> **Work to be completed**:
Lines from the material below that hold the string "dead" are what is needed; copy each of them.

> **Dataset extract**:
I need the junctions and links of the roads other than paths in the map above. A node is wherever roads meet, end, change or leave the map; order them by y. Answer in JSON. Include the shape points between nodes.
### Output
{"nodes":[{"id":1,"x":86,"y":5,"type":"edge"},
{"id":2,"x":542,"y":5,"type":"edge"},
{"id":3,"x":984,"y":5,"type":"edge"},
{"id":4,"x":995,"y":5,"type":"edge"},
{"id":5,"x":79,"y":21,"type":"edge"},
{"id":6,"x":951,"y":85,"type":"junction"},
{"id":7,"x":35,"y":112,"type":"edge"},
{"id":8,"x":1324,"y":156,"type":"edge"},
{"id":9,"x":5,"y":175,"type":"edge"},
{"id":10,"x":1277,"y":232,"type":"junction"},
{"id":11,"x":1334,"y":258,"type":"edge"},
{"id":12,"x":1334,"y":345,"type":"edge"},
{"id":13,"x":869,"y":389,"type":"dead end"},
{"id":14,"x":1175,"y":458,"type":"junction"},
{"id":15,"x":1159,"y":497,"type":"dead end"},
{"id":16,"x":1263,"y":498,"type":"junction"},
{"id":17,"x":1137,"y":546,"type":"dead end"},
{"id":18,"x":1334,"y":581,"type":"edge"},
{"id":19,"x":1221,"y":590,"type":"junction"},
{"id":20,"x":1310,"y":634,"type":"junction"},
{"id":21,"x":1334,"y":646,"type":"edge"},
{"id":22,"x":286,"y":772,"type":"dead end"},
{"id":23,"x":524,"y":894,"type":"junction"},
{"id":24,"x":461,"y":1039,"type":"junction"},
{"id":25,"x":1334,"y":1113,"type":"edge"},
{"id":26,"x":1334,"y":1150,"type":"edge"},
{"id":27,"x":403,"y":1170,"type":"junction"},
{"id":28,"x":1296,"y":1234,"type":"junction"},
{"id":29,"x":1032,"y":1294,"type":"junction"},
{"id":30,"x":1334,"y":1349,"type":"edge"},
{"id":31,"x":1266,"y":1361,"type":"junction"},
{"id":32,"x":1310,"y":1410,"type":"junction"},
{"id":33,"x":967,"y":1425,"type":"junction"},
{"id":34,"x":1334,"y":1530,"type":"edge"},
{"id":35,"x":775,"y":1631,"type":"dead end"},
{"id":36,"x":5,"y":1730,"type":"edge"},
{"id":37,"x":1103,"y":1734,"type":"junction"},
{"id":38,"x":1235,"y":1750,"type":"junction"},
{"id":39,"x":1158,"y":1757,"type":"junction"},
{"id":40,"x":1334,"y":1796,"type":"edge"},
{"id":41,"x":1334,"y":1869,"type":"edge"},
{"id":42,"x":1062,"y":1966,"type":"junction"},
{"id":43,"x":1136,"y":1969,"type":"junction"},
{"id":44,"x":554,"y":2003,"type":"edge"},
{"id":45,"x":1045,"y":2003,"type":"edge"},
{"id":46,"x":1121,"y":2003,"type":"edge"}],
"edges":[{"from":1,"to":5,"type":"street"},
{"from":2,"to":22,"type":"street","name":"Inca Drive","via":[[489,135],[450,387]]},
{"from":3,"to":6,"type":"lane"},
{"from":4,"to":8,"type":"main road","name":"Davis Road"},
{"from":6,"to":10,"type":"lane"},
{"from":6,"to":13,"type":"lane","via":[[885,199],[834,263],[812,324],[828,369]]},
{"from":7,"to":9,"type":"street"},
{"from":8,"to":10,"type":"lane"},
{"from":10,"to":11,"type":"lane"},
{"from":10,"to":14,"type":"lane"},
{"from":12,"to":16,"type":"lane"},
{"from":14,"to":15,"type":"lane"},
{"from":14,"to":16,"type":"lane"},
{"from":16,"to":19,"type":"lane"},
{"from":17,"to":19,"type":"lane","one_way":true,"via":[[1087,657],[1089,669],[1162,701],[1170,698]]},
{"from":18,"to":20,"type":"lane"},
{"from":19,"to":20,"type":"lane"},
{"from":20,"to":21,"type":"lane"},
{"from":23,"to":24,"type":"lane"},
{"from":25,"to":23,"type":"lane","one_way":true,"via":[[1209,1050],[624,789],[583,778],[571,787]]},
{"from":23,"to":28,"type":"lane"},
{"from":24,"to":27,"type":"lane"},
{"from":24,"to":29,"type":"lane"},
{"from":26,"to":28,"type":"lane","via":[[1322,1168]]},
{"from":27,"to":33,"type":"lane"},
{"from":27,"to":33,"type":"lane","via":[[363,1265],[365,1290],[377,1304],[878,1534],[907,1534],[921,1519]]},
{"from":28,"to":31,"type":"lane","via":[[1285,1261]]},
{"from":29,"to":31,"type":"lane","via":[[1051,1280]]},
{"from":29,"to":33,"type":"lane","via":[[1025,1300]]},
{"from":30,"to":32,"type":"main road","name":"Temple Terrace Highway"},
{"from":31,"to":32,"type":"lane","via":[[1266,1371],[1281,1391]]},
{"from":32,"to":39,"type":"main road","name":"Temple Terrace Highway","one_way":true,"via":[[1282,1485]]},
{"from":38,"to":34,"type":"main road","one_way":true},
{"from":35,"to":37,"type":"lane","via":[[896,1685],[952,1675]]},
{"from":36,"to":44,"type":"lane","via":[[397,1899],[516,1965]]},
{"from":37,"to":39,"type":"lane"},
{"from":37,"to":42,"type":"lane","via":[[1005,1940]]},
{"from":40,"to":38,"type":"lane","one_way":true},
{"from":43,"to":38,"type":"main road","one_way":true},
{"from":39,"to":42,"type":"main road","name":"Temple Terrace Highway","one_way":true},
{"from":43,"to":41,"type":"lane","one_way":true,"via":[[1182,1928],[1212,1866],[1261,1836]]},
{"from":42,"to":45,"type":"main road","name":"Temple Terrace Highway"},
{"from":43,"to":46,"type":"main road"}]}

> **Answer below**:
{"id":13,"x":869,"y":389,"type":"dead end"},
{"id":15,"x":1159,"y":497,"type":"dead end"},
{"id":17,"x":1137,"y":546,"type":"dead end"},
{"id":22,"x":286,"y":772,"type":"dead end"},
{"id":35,"x":775,"y":1631,"type":"dead end"},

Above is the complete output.